In particular, he claims that because of the unjustified change in his employment status, he was not granted an extra annual income benefit accorded to full time employees (which in 2010 equaled an extra $9,000.00) (Docket No. 1 at ¶¶ 35-38).

Doctor Sánchez contends that defendants violated his due process rights under the Fifth and Fourteenth Amendments (Docket No. 1 at ¶ 3), and requests damages in conformity with Puerto Rico's general tort statute, P.R. Laws Ann. tit. 31 §§ 5141 and 5142. Defendants request dismissal for lack of subject-matter jurisdiction, claiming that doctor Sánchez' employment is governed by the Civil Service Reform Act, 5 U.S.C. § 7107, et seq., which does not provide for judicial review of the employment issues alleged in the complaint (Docket No. 20). As to the state claims, they state plaintiff failed to exhaust administrative remedies as required by the Federal Tort Claims Act, 28 U.S.C. § 2675. Id. at p. 5.
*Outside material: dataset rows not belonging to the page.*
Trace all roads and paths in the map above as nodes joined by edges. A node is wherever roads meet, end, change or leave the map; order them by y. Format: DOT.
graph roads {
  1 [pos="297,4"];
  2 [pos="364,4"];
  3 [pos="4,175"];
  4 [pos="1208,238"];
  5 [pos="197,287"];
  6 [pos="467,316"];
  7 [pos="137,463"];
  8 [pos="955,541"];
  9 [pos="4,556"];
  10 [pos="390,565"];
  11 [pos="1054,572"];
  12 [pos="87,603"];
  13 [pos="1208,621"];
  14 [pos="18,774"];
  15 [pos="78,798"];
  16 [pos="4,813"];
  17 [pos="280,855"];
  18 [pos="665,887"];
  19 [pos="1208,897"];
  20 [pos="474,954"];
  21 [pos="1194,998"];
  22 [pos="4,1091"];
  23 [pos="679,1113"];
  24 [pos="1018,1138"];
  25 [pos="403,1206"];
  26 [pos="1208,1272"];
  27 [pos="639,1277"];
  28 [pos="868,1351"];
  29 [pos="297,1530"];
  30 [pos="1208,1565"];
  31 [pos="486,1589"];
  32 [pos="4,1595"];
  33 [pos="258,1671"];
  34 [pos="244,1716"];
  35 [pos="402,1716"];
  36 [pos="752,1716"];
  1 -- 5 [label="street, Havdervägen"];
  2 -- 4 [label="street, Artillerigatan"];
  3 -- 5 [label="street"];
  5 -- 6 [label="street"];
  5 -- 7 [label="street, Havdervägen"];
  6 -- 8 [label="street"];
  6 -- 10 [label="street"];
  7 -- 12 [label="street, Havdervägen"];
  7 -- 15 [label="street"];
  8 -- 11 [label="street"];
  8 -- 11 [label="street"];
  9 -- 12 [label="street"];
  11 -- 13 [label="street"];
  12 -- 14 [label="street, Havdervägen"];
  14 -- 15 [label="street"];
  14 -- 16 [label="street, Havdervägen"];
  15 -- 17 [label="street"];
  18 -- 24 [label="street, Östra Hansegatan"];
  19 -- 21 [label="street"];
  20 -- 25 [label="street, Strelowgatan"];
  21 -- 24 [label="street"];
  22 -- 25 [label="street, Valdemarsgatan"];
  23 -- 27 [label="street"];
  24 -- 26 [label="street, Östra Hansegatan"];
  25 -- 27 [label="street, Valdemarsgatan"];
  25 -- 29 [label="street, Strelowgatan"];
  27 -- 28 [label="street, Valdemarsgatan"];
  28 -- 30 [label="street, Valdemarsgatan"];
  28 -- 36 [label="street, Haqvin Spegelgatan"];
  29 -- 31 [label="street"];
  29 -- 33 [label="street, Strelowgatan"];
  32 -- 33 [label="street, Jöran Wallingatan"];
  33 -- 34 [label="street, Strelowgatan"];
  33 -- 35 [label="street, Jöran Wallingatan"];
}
Listed as defendants are: the Department of Veteran Affairs; DeWayne Hamlin, PR Director of the DVA; Antonio Sánchez, Member 1 of the DVA Compensation Board; Jorge Rodríguez, Member 2 of the DVA Compensation Board; Marta J. Turuy, Member 3 of the DVA Compensation Board; John Hernández, Member 4 of the DVA Compensation Board; and Juan Suárez-Pesante, plaintiff's supervisor and Chief of Surgical Services for DVA. Id. at ¶¶ 10-16, respectively.

II. STANDARD OF REVIEW

A. Fed.R.Civ.P. 12(b)(1)

Pursuant to Fed.R.Civ.P. 12(b)(1), a party may seek dismissal of an action for lack of subject matter jurisdiction. When a district court considers a Rule 12(b)(1) motion, it must credit the plaintiff's well-pled factual allegations and draw all reasonable inferences in the plaintiff's favor. See, Merlonghi v. United States, 620 F.3d 50, 54 (1st Cir. 2010) (citing Valentin v. Hosp. Bella Vista, 254 F.3d 358, 363 (1st Cir. 2001)). If it appears to the court at any time that subject matter jurisdiction is lacking, it must dismiss the action. Fed.R.Civ.P. 12(h)(3); McCulloch v. Vélez, 364 F.3d 1, 5 (1st Cir. 2004).

A case is properly dismissed for lack of subject matter jurisdiction when the court lacks the statutory or constitutional power to adjudicate it. Nowak v. Ironworkers Local 6 Pension Fund, 81 F.3d 1182, 1187 (2d Cir. 1996); Prestige Capital Corp. v. Pipeliners of Puerto Rico, Inc., 849 F.Supp.2d 240, 247 (D.P.R. 2012). The court may consider extrinsic materials in the process of evaluating a motion to dismiss under Rule 12(b)(1). Dynamic Image Technologies, Inc. v. U.S., 221 F.3d 34, 37 (1st Cir. 2000).

III. DISCUSSION

A. The Civil Service Reform Act

In 1978, Congress enacted the Civil Service Reform Act, a comprehensive system for managing the federal work force with a remedial scheme through which federal employees may challenge "prohibited personnel practices." See, 5 U.S.C. §§ 1101, 2302, 7512-7513, 7701. To that end, the CSRA "prescribes in great detail the protections and remedies applicable to such action, including the availability of administrative and judicial review." United States v. Fausto, 484 U.S. 439, 443 (1988). These protections and remedies do not, however, apply uniformly to all covered employees. Planas v. Lamoutte, 2015 WL 5568015, *5 (D.P.R. September 22, 2015) (quoting Dotson v. Griesa, 398 F.3d 156, 163 (2d. Cir.2005)).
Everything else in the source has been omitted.